Adding bytes together modulo 256 (for example) is not enough. The problem is the MSB : carries from lower bits or more MSB from other data items will overwrite the data, and/or "carry out/away" the datum. This is a well-known problem that Adler solves with a modulo-prime accumulator, so the MSB is fed back to the LSB "in a certain way". But this does not come for free.
So let's see what comes for free : use the widest possible registers and keep some headroom to store the entropy that would be "carried out" at the MSB. Ideally we use a 64-bit number where the checksummed data is accumulated at the lower half (32 bits at a time, screw endianness !) and the remaining high 32 bits work as an entropy buffer. At the end of the checksum loop, the two halves can be combined with a simple XOR if fewer than 64 bits are required.

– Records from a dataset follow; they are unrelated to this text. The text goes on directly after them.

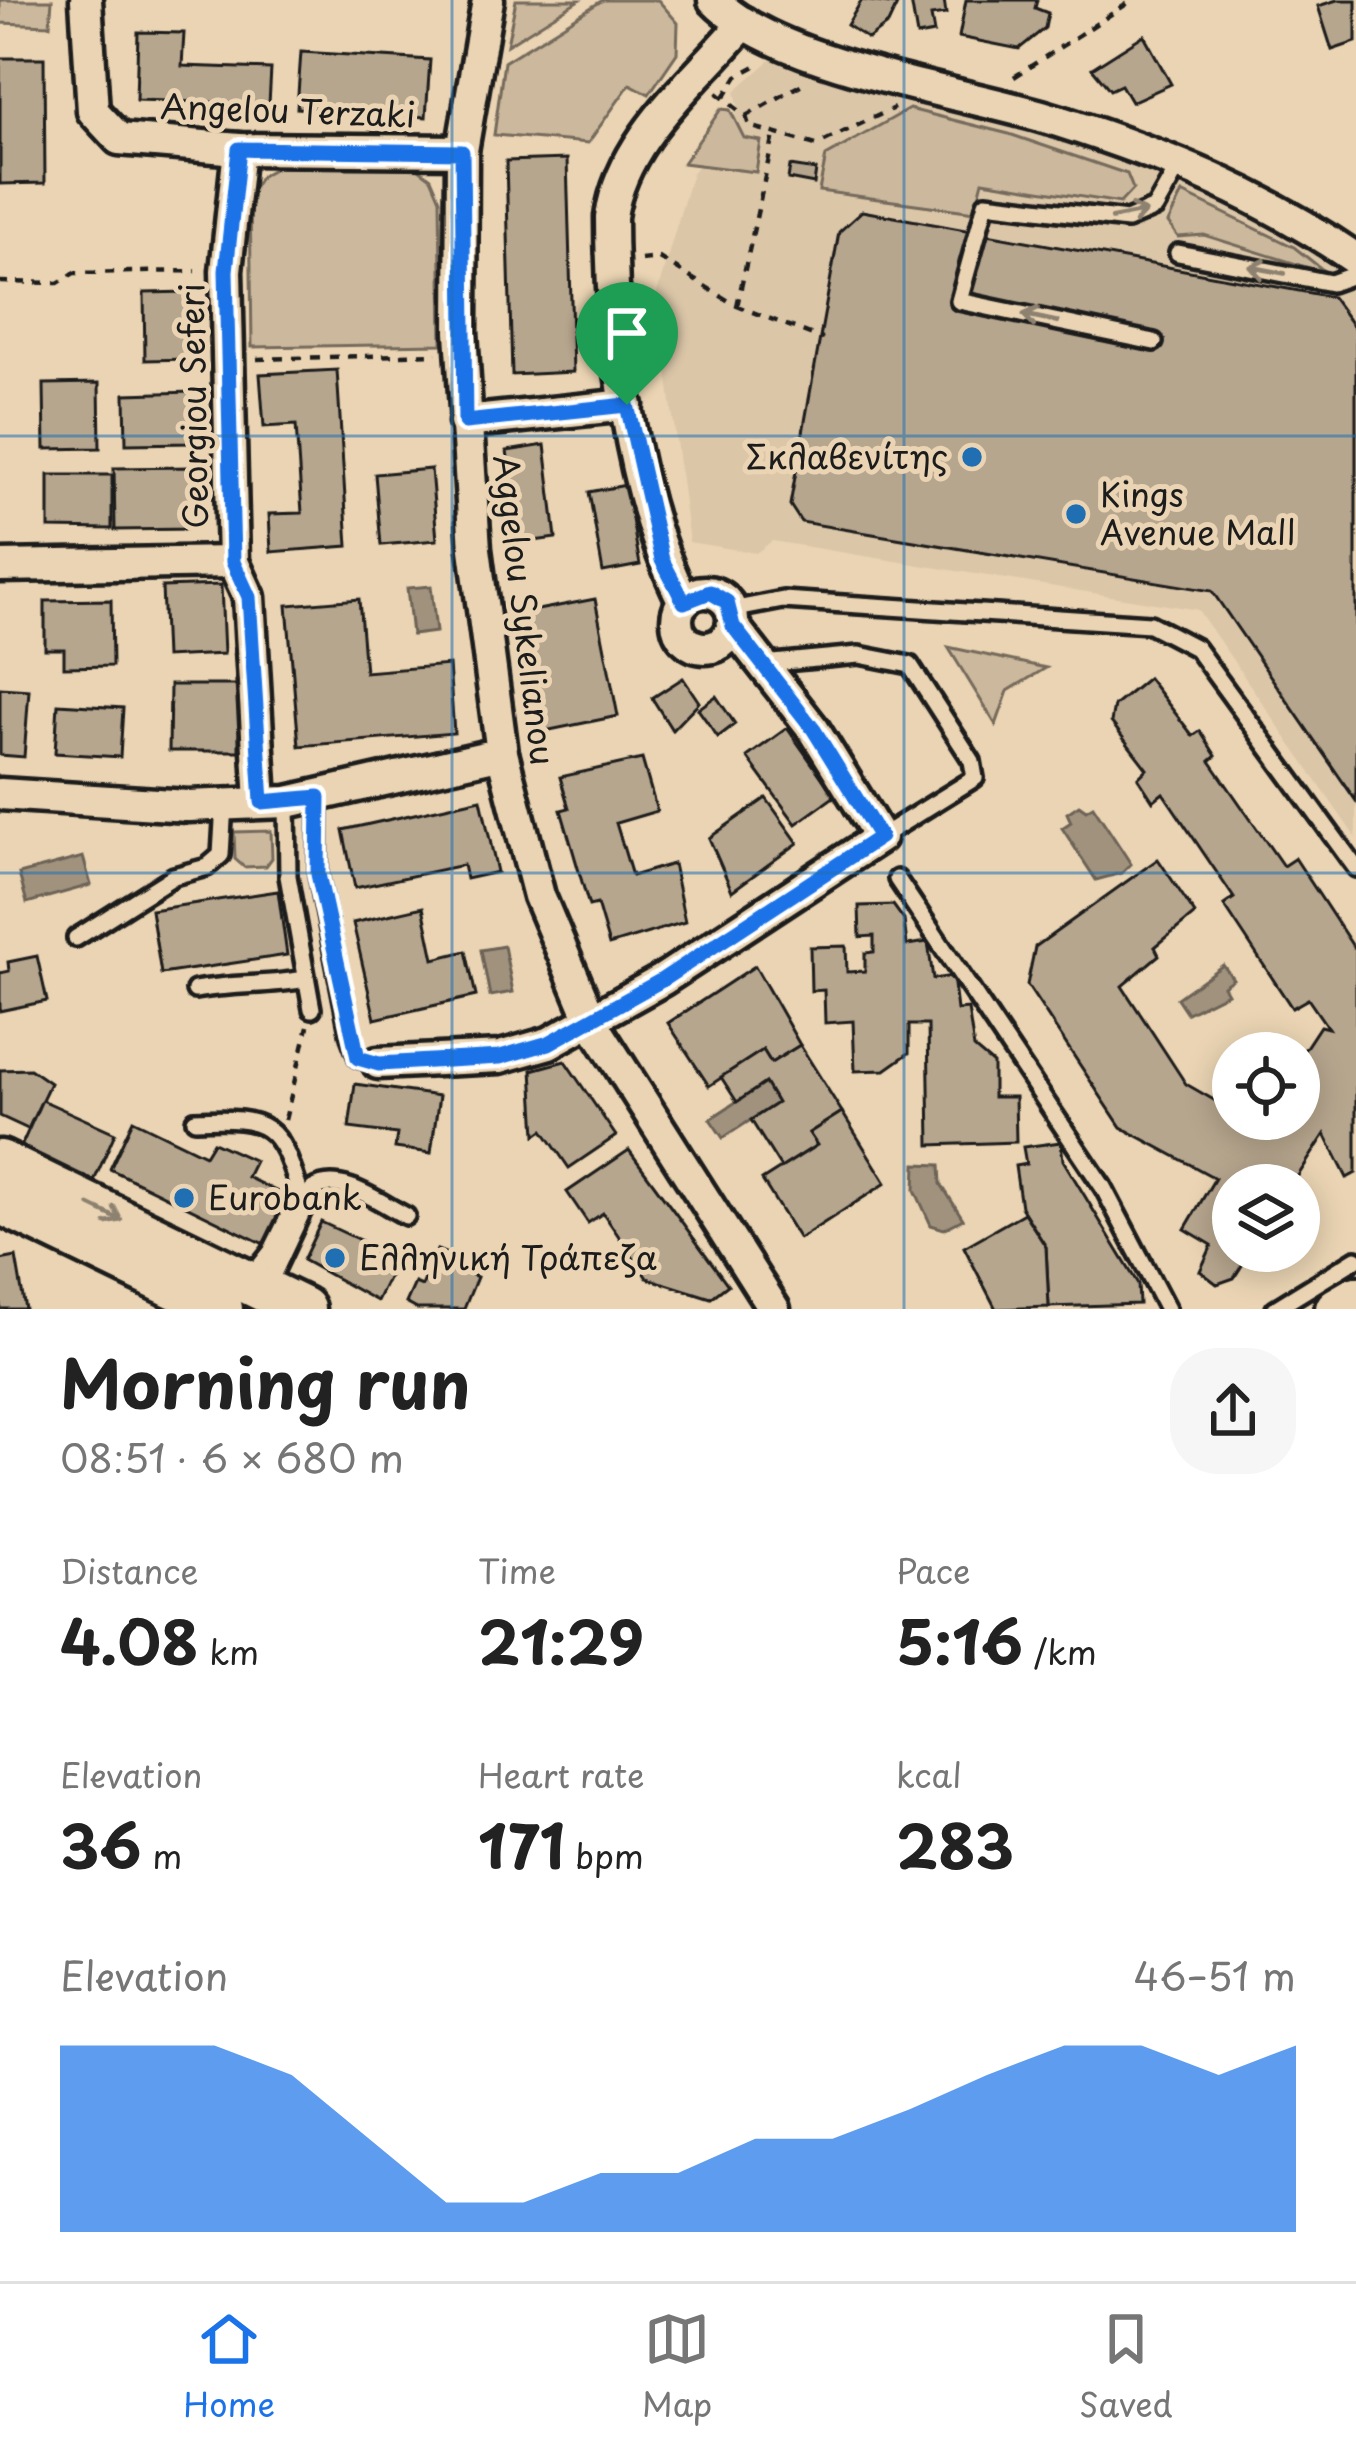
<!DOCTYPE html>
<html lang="en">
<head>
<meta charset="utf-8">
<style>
	body { margin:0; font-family:"Playpen Sans",sans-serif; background:#f6f6f6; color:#222; height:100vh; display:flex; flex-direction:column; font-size:45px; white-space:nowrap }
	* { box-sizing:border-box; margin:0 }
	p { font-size:39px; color:#767676 }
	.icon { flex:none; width:66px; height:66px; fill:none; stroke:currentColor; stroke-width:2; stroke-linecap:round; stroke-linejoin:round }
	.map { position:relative; height:1309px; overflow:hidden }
	.details { display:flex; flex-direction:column; background:#fff; flex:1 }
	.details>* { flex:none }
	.fabs { position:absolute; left:1212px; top:1032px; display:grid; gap:24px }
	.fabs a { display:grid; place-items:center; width:108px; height:108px; border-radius:50%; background:#fff; box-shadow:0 6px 30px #0003; font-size:60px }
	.pin { position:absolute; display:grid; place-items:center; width:102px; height:102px; color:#fff; margin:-123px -51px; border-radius:50% 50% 50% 0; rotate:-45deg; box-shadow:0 0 12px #0007 }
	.pin .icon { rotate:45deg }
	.round { display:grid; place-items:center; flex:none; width:126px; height:126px; border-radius:48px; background:#f6f6f6 }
	.head { display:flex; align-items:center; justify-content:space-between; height:204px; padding:0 60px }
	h1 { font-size:66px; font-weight:700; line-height:90px }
	.stats { display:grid; grid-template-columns:repeat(3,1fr); gap:18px; height:204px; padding:12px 60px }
	.stats div { display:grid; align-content:center }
	.stats b { font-size:60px; font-weight:700 }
	.stats small { font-size:33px; font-weight:400 }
	.stats p { font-size:33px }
	.chart { height:336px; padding:24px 60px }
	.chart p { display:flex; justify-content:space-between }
	.chart svg { width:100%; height:216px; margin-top:12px; fill:#1a73e8; opacity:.7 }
	.tab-bar { display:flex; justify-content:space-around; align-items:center; height:168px; border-top:3px solid #e0e0e0; background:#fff; font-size:33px; color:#767676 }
	.tab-bar a { display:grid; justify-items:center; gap:6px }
	.tab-bar .on { color:#1a73e8 }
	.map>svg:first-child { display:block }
	.built { fill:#dbc6a8 }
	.green { fill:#ccb99d; stroke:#746a5c; stroke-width:3 }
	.water { fill:#a1927e; stroke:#6c6357; stroke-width:3 }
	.building { fill:#b7a68e; stroke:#1c1c1c; stroke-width:3 }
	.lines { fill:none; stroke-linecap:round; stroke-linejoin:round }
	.service-casing { stroke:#1c1c1c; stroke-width:24 }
	.minor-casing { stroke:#1c1c1c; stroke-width:39 }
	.secondary-casing { stroke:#1c1c1c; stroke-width:51 }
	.path { stroke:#1c1c1c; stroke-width:4.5; stroke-dasharray:9 9; stroke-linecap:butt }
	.service { stroke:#ead4b3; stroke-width:15 }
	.minor { stroke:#ead4b3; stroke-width:30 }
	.secondary { stroke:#ead4b3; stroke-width:42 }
	.oneway { stroke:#8d816f }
	.route-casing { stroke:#fff; stroke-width:24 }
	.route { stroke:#1a73e8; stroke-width:15 }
	.grid { fill:none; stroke:#1f6fb2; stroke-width:3; stroke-opacity:0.55 }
	.poi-dot { fill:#1f6fb2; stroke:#ead4b3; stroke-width:4.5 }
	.labels { text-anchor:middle; stroke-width:10; stroke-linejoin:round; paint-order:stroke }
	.street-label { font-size:33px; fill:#1c1c1c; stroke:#ead4b3 }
	.poi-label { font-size:33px; fill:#1c1c1c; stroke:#ead4b3; text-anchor:start }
</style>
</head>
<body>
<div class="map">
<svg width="1356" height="1309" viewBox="0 0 1356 1309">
	<rect width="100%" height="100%" fill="#ead4b3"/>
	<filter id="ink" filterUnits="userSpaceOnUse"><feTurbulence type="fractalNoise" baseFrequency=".00833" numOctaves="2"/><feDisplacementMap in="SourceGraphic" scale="24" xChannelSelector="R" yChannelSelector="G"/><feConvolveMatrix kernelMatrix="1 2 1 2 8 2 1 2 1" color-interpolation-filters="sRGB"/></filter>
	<g filter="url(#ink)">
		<polygon class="built" points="776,55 1183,177 1305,239 1356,285 1356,838 1198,610 772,541 756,553 689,542 657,293 692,173 739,110 735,91"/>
		<g class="green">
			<polygon points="0,0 52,0 50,25 0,23"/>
			<polygon points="516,0 579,0 507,45"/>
			<polygon points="603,0 658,0 678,23 677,53 649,94 630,84 588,143 494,135 504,62"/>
			<polygon points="721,109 730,110 744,138 761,141 756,172 683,163"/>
			<polygon points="909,109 1009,134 1127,174 1133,189 1120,203 983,181 975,212 819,191 826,156"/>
			<polygon points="279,166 415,166 431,178 440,199 442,344 252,347 250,193 261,176"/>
			<polygon points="1182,193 1294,247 1328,274 1204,235 1178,237 1168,223"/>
			<polygon points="948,647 1046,668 1008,691 996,725"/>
			<polygon points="271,831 272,858 266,866 244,867 235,859 234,832"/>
		</g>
		<g class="water">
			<polygon points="431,586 436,632 412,635 407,588"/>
			<polygon points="1079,805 1086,810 1093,806 1131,864 1122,873 1096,880 1062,828 1071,822 1067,813"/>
			<polygon points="83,857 91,885 27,903 19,874"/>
			<polygon points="504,946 513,992 490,996 481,950"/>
			<polygon points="1223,965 1233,979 1223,986 1227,993 1187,1013 1177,998"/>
			<polygon points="765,1083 777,1103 723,1138 710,1119"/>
			<polygon points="916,1164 940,1165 941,1184 963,1219 944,1229 931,1225 915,1190"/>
		</g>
		<g class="building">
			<polygon points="862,0 897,5 888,24 868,39 847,25"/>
			<polygon points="944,0 946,14 931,16 934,33 917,36 911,1"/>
			<polygon points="966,0 1037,0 1035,8 1048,13 1045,28 1019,49 959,37"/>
			<polygon points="1337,0 1356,0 1356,42 1332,50 1318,6"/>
			<polygon points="138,32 184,33 182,66 271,69 269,104 136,100"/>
			<polygon points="1144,35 1171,84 1131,102 1121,85 1110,90 1092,68"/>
			<polygon points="301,52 430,60 426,117 297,108"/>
			<polygon points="0,58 44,58 45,183 0,184"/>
			<polygon points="567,159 573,372 512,375 506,161"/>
			<polygon points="790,166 816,170 814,184 788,179"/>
			<polygon points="862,211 1332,297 1356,330 1356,801 1212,591 801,522 790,505 839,232"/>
			<polygon points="190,292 191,359 145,360 144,293"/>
			<polygon points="337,370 348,546 271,552 269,514 302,513 296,425 264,427 260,374"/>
			<polygon points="99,383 100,448 45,449 44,384"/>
			<polygon points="193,392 194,443 126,444 125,394"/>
			<polygon points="545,445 556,538 519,543 507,451"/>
			<polygon points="193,467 194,529 115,530 114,468"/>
			<polygon points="431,469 437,540 381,545 375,474"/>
			<polygon points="49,475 112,475 112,529 49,528"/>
			<polygon points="626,485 640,565 603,572 589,492"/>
			<polygon points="221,585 224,654 165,657 162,587"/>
			<polygon points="359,599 365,672 449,665 454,733 299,746 287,605"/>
			<polygon points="595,599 618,716 545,731 522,613"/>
			<polygon points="111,600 112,666 64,667 64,649 45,649 45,601"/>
			<polygon points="683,678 699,702 672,730 652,698"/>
			<polygon points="1148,678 1193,736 1200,731 1216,756 1210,761 1283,866 1295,858 1356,951 1356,1173 1347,1178 1325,1134 1292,1185 1233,1185 1233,1251 1251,1251 1234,1278 1217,1284 1200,1271 1212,1245 1185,1229 1215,1178 1121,1127 1027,985 1035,947 1158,859 1195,914 1155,947 1159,955 1122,986 1186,1084 1233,1111 1233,1119 1299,1119 1299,1058 1320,1026 1328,1028 1308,999 1292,1008 1224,905 1234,898 1163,793 1153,801 1138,778 1147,769 1111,722 1114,706"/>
			<polygon points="170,685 239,685 239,751 169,751"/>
			<polygon points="0,688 29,690 24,757 0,755"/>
			<polygon points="716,696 735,724 718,737 698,709"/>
			<polygon points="58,704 123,708 120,757 55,753"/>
			<polygon points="787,728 835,796 796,824 747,757"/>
			<polygon points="642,759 657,811 616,823 632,876 673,864 685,922 609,945 597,904 589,906 561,810 569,808 560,777"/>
			<polygon points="766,798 798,843 732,891 709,838"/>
			<polygon points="481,799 497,872 466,879 463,865 355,888 343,830"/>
			<polygon points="278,891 287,955 161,974 151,910"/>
			<polygon points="893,905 904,920 907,945 928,942 933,979 953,976 957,1010 968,1009 974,1048 993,1064 993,1097 1015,1097 1016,1142 930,1145 928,1025 909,1025 909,1053 885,1070 855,1071 853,1021 825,1023 824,990 811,991 810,947 846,946 847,972 865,971 865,953 874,952 874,936 860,937 859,906"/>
			<polygon points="423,907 434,959 466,951 476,996 375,1019 353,923"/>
			<polygon points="37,956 47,1001 0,1011 0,973 9,971 8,962"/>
			<polygon points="755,966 800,1045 771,1063 763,1050 709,1086 668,1023"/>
			<polygon points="800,1045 842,1112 809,1133 817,1145 781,1168 751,1120 777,1103 765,1083 737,1102 721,1077 763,1050 771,1063"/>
			<polygon points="565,1061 616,1136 569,1168 543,1130 536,1135 532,1070"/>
			<polygon points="30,1069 50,1083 28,1129 0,1116 0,1070"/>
			<polygon points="355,1084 439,1096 431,1153 395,1148 397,1134 349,1128"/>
			<polygon points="42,1100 115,1133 94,1181 20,1149"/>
			<polygon points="842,1112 886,1183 799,1239 762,1180 817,1145 809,1133"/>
			<polygon points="133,1120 205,1155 213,1142 255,1161 247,1177 288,1197 271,1239 262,1243 110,1169"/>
			<polygon points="1061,1142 1063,1160 1138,1284 1139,1304 1049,1307 1046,1247 1021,1207 1015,1166 1026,1164 1023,1147"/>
			<polygon points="629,1150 728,1285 711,1298 647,1278 603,1213 588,1223 567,1192"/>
			<polygon points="1024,1213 1046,1247 1049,1307 996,1309 964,1247"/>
			<polygon points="321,1222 398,1258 377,1301 303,1260"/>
			<polygon points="437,1250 463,1260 459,1269 477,1277 464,1309 417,1309 406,1303 415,1283 422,1286"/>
			<polygon points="16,1257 25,1309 0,1309 0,1260"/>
		</g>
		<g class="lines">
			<g class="service-casing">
				<g id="service">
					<polyline points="1178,253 1331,283 1356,274"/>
					<polyline points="1154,342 959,301 986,203 1127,220 1155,208 1180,164"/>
					<polyline points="731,610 783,600 1150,624 1196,648 1356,868"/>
					<polyline points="763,664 859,655 910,665 972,761 975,778 880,837"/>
					<polyline points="319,797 318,874 350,1037 358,1058 378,1063"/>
					<polyline points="287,802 288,876 312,1009"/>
					<polyline points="897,879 1103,1187 1167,1309"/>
					<polyline points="76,938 174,876 207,867 221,855 224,804"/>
					<path d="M195 990C234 983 267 986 306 979"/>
					<path d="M195 1120C270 1116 279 1124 300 1193L271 1252 249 1280"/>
					<path d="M267 1287 313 1189C341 1172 380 1203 406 1216"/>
					<polyline points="1275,1309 1356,1259"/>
				</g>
			</g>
			<g class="minor-casing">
				<g id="minor">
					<polyline points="86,0 93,111 119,139 239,149 462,151"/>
					<polyline points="488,0 462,151 461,332 475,549 502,753 539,896 592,1022 774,1309"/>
					<path d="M714 0C778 67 968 92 1058 121 1170 157 1259 193 1356 259"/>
					<polyline points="239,149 226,271 233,562 249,597 261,802"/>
					<polyline points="465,422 627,405"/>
					<polyline points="0,566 233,562"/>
					<circle cx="705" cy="620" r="28"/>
					<path d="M684 602C630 496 611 336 611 217 622 138 695 82 744 23"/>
					<polyline points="0,794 188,806 287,802 502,753"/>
					<polyline points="378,1063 500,1057 549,1043 662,980 880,837 814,730 733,626"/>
				</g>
			</g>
			<g class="secondary-casing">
				<g id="secondary">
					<polyline points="0,1162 303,1309"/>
					<polyline points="0,1202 221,1309"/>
					<polyline points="1337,1309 1356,1298"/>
				</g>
			</g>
			<g class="path">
				<polyline points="1014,77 1133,0"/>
				<polyline points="717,93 746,116 749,126 816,145 894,108"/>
				<polyline points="724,97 737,76 758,65"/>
				<polyline points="746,116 804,83"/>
				<polyline points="641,260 659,258 737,306 823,339"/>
				<polyline points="0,282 58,283 74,273 196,271"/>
				<polyline points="737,306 774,135"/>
				<polyline points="257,359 437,354"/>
				<polyline points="285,1120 308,1026"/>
			</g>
			<use href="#service" class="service"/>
			<use href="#minor" class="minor"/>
			<use href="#secondary" class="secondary"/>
		</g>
		<defs><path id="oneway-shaft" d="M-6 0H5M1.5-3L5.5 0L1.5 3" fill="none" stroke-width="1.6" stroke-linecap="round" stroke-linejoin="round" transform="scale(3)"/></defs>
		<g class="oneway">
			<use href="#oneway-shaft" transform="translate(1129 215) rotate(-11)"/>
			<use href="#oneway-shaft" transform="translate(1267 270) rotate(-169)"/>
			<use href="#oneway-shaft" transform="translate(1040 318) rotate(-168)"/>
			<use href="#oneway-shaft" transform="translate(106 1213) rotate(26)"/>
		</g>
	</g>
	<g class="lines" filter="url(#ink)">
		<g class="route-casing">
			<polygon id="route" points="239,149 462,152 465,422 627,405 662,560 684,602 710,592 727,602 733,626 814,730 880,837 662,980 549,1043 500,1057 379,1064 358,1058 318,874 319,797 262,802 249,597 233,562 226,271"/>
		</g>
		<use href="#route" class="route"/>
	</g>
	<path class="grid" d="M452 0V1309M904 0V1309M0 436H1356M0 873H1356"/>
	<g class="poi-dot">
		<circle cx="972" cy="457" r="12"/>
		<circle cx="1076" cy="514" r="12"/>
		<circle cx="184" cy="1198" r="12"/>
		<circle cx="335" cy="1258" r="12"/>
	</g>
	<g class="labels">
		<g class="street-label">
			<text transform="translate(288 111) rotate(2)" y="12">Angelou Terzaki</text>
			<text transform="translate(194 406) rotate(-91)" y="12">Georgiou Seferi</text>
			<text transform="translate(524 610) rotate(83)" y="12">Aggelou Sykelianou</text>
		</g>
		<g class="poi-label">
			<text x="948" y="469" text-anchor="end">Σκλαβενίτης</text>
			<text x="1100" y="507">Kings<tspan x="1100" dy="38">Avenue Mall</tspan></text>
			<text x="208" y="1210">Eurobank</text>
			<text x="359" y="1270">Ελληνική Τράπεζα</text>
		</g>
	</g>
</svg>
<div class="fabs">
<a><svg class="icon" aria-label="locate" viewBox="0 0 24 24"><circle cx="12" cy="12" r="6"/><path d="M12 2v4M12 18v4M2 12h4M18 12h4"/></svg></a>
<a><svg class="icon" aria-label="layers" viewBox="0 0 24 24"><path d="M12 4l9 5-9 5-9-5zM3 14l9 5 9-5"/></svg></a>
</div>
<div class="pin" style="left:627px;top:405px;background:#1e9e55"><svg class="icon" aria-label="arrive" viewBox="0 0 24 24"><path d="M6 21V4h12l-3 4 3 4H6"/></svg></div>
</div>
<section class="details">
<div class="head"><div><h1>Morning run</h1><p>08:51 · 6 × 680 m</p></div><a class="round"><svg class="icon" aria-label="share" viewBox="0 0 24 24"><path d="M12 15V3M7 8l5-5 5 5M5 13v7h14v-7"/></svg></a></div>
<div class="stats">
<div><p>Distance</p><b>4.08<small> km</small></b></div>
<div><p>Time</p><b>21:29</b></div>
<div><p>Pace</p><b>5:16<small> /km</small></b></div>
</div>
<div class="stats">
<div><p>Elevation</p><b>36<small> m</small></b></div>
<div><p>Heart rate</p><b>171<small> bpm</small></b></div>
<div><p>kcal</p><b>283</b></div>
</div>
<div class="chart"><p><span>Elevation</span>46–51 m</p>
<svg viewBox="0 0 160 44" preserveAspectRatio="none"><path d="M0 44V6L10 6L20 6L30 12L40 25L50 38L60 38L70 32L80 32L90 25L100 25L110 19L120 12L130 6L140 6L150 12L160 6V44z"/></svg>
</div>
</section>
<nav class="tab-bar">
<a class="on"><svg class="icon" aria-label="home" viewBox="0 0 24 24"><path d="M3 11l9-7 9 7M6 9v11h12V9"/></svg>Home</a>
<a><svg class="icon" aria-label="map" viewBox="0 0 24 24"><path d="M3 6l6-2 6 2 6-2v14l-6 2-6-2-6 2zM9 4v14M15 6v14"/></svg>Map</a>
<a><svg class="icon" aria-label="saved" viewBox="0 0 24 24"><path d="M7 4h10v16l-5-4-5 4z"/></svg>Saved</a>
</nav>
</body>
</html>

uint64_t X, Y; uint32_t *buff; // init: X = 1; Y = 42; // loop body: Y += (X + buff[i ]); X += (Y + buff[i+1]); i+=2; // finish : Z is the LAST destination register. Result = (uint32_t) (Z ^ (Z>>32));
Experience says that the tricky part is the cast from a smaller data size but RISC processors should handle this well:
- Either you have a 32-bit CPU and the 64 bits are split into a lower and higher register. The higher register gets updated with a "Add with carry" opcode whenever available.
- Or you have a 64-bit CPU and the core first loads the 32-bit datum with the appropriate instruction "unsigned load 32 bits" that aligns the datum to the LSB of the register and clears the higher half.
For x86, it's not exactly easy but the 32-bits version is trivial thanks to the "ADDC" opcode, so it's safe to assume the trick creates no architectural bottleneck, for superscalar or OOO cores.
Some approximate calculations show that it takes about 44 iterations (or 22 X & Y passes) to fill 32 bits starting a value 1. http://oeis.org/A000045/list lists only until the 40th value (which is about 100 millions). But this is not really a problem because lower bits of the enormous number will still linger inside these 32 bits, as deformed echoes from the value.